As metal cutting proceeds, the insert will wear down and must be periodically replaced with another identical insert. Often times, inserts will have more than one cutting edge or tip that can be used. Thus, the insert can be flipped over, or rotated, or both to bring another tip into use. A square or rhomboid insert can have up to eight tips that can be used until the insert is discarded. While inserts are almost never sharpened for reuse, the inserts are recycled for their cobalt content. In contrast, the insert holder is generally reusable forever.
At present, all insert changes must be performed manually. Since most inserts are held in place with two different sized allen screws, it takes a relatively long time to change an insert. There is no automated technique for replacing or realigning such inserts. The operator must be highly skilled to properly change or realign said insert and, conversely, this skill level leads to frequent incorrect installations. Such incorrect installations can lead to significant scrap losses. In addition, both the screws holding said inserts and the threaded holes receiving said screws wear or strip out. As a consequence, operators of insert equipped machinery simply do not like to change inserts.
There have been some attempts to address these issues. U.S. Pat. No. 5,683,212 entitled “Clamping Assembly for Tapered Hollow Shank of Tooling System” which issued on Nov. 4, 1997 to Cirino et al. discloses a clamping assembly for a cutter holder tool which includes a button 40 which clamps against a tapered shank so that said tool is urged inwardly by a spring (not shown) seated on the reduced diameter land 60.
U.S. Pat. No. 4,420,280 entitled “Tool Block” which issued on Dec. 13, 1983 to Gustafson shows a tool block for a lever actuated quick release mechanism which is provided with a cutting insert holder 12 and a clamping device comprised of a pivotally arranged lever 20, one end of which acts on the cutting insert holder 12 while the other end of which cooperates with a spring loaded device 21.

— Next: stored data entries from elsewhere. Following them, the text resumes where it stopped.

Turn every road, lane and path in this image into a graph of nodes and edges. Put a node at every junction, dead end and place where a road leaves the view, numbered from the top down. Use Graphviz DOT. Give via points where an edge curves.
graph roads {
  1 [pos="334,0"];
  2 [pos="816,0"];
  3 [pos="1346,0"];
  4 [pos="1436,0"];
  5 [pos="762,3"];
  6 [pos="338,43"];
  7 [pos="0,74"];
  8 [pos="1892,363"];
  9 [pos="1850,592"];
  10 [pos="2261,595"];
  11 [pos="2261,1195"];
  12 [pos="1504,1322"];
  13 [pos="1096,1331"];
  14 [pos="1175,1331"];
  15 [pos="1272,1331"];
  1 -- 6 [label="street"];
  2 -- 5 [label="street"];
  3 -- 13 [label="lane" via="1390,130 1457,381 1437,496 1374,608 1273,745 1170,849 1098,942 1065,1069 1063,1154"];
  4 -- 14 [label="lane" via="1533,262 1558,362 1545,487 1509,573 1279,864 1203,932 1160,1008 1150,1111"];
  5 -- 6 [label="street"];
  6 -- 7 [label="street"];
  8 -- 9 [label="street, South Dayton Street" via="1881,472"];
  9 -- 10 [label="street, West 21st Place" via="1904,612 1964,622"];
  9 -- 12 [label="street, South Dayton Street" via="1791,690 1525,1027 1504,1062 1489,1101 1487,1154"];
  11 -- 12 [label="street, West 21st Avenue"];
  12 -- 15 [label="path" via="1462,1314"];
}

U.S. Pat. No. 3,981,607 entitled “Boring Bar with Removable and Indexable Cutting Insert” which issued on Sep. 21, 1976 to Jorgensen has a manual button 100 release mechanism for a cutting insert 12 which may be removed by releasing the pressure applied to the finger 28 through the clamp insert 14 by means of a manual button 100 which, when depressed, will contact the forward end 83 of the wedge shaft 74 thereby forcing the wedge shaft 74 to the right causing the ball 84 and the clamp release pin 60 to drop down.
U.S. Pat. No. 4,210,038 entitled “Lathe Having a Guided Movable Cutter” which issued on Jul. 1, 1980 to Hill provides a cutting tool holder which includes vertical positioning knob 17 and a coarseness selector handle 17 for adjusting the positioning of the cutter holder.
None of the known prior art disclose the combination set forth herein.